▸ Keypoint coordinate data

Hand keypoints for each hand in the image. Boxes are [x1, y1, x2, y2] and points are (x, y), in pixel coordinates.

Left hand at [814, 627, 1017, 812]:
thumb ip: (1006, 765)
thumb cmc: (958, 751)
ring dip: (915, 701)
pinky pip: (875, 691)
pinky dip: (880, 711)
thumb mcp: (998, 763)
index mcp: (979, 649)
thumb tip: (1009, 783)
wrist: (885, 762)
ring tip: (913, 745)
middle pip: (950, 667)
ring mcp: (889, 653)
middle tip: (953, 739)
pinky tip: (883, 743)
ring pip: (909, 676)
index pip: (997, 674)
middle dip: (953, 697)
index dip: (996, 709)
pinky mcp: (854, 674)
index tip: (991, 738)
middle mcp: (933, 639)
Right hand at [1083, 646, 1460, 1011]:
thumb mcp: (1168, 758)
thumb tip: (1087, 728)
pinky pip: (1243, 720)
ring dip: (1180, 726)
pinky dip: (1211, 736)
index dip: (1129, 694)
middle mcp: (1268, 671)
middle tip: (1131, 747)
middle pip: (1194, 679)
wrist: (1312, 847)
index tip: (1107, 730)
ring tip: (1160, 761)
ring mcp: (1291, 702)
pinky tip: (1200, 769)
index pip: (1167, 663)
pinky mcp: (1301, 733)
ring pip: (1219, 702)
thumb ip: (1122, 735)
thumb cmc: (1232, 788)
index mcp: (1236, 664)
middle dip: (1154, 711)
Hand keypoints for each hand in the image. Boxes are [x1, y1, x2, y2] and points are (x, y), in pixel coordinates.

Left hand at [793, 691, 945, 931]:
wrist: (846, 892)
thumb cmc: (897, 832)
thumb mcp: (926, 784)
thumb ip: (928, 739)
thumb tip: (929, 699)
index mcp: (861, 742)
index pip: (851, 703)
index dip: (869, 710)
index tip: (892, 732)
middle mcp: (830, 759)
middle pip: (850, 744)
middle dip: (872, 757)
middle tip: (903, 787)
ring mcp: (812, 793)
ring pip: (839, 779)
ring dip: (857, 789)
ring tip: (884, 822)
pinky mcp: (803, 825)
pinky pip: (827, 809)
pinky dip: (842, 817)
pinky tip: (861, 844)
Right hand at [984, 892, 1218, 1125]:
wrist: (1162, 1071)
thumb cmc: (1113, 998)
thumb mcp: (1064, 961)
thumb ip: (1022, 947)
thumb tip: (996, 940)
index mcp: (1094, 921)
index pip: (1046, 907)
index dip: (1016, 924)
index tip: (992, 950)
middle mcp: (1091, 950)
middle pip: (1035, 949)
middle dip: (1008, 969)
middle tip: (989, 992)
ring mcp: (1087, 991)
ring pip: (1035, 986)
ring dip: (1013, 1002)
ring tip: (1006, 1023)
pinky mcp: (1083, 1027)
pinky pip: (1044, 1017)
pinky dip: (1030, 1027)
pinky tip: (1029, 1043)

▸ YOUR OBJECTIVE
The line containing "ring pip: (1035, 986)" and all lines after it, to the end of the records, are to be output exactly and alone.

▸ WRITTEN ANSWER
ring pip: (1035, 986)
ring dip: (1013, 1002)
ring tip: (1006, 1023)
pinky mcp: (1083, 1027)
pinky pip: (1044, 1017)
pinky dip: (1030, 1027)
pinky tip: (1029, 1043)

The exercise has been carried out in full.